◆ **TASK BRIEF**
The records should be repeated word for word, pictures excluded.

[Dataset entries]
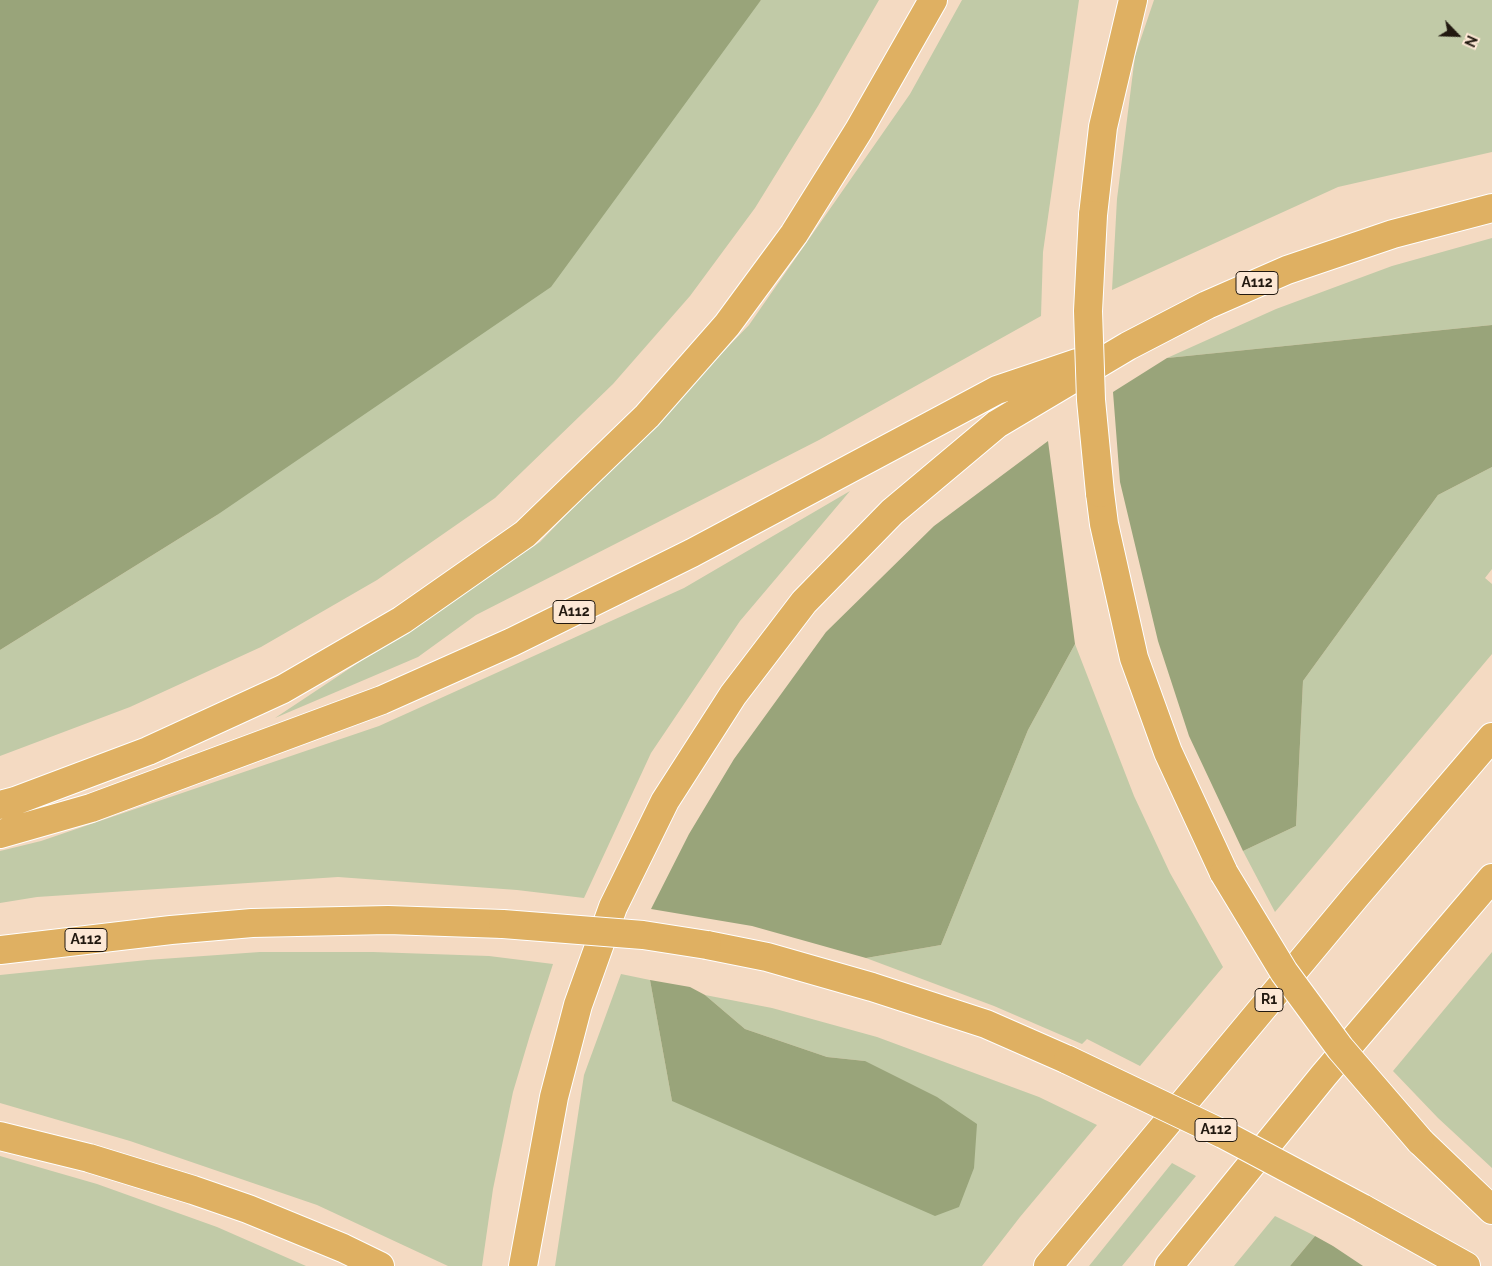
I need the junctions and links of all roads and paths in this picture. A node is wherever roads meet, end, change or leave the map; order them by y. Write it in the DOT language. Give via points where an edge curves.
graph roads {
  1 [pos="933,0"];
  2 [pos="1133,0"];
  3 [pos="1492,208"];
  4 [pos="1128,346"];
  5 [pos="1492,737"];
  6 [pos="0,805"];
  7 [pos="0,834"];
  8 [pos="1492,878"];
  9 [pos="0,950"];
  10 [pos="0,1136"];
  11 [pos="1492,1210"];
  12 [pos="380,1266"];
  13 [pos="523,1266"];
  14 [pos="1048,1266"];
  15 [pos="1169,1266"];
  16 [pos="1466,1266"];
  1 -- 6 [label="highway" via="859,130 794,234 727,325 647,416 525,534 402,620 283,689 148,751"];
  2 -- 11 [label="highway, bridge" via="1103,127 1092,216 1089,320 1091,400 1104,524 1134,658 1168,752 1224,873 1284,972 1340,1048 1420,1141"];
  3 -- 4 [label="highway, A112" via="1393,234 1287,270 1207,304"];
  4 -- 7 [label="highway, A112" via="997,390 692,554 512,642 382,700 91,808"];
  4 -- 13 [label="highway" via="997,424 892,512 804,602 733,695 665,801 613,907 578,1004 561,1069"];
  5 -- 14 [label="highway, R1"];
  8 -- 15 [label="highway" via="1324,1075"];
  9 -- 16 [label="highway, A112, bridge" via="252,922 388,920 503,924 643,935 767,957 986,1024 1068,1060 1223,1134"];
  10 -- 12 [label="highway" via="89,1158 193,1190 248,1209"];
}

◆ **ANSWER BOX**
I need the junctions and links of all roads and paths in this picture. A node is wherever roads meet, end, change or leave the map; order them by y. Write it in the DOT language. Give via points where an edge curves.
graph roads {
  1 [pos="933,0"];
  2 [pos="1133,0"];
  3 [pos="1492,208"];
  4 [pos="1128,346"];
  5 [pos="1492,737"];
  6 [pos="0,805"];
  7 [pos="0,834"];
  8 [pos="1492,878"];
  9 [pos="0,950"];
  10 [pos="0,1136"];
  11 [pos="1492,1210"];
  12 [pos="380,1266"];
  13 [pos="523,1266"];
  14 [pos="1048,1266"];
  15 [pos="1169,1266"];
  16 [pos="1466,1266"];
  1 -- 6 [label="highway" via="859,130 794,234 727,325 647,416 525,534 402,620 283,689 148,751"];
  2 -- 11 [label="highway, bridge" via="1103,127 1092,216 1089,320 1091,400 1104,524 1134,658 1168,752 1224,873 1284,972 1340,1048 1420,1141"];
  3 -- 4 [label="highway, A112" via="1393,234 1287,270 1207,304"];
  4 -- 7 [label="highway, A112" via="997,390 692,554 512,642 382,700 91,808"];
  4 -- 13 [label="highway" via="997,424 892,512 804,602 733,695 665,801 613,907 578,1004 561,1069"];
  5 -- 14 [label="highway, R1"];
  8 -- 15 [label="highway" via="1324,1075"];
  9 -- 16 [label="highway, A112, bridge" via="252,922 388,920 503,924 643,935 767,957 986,1024 1068,1060 1223,1134"];
  10 -- 12 [label="highway" via="89,1158 193,1190 248,1209"];
}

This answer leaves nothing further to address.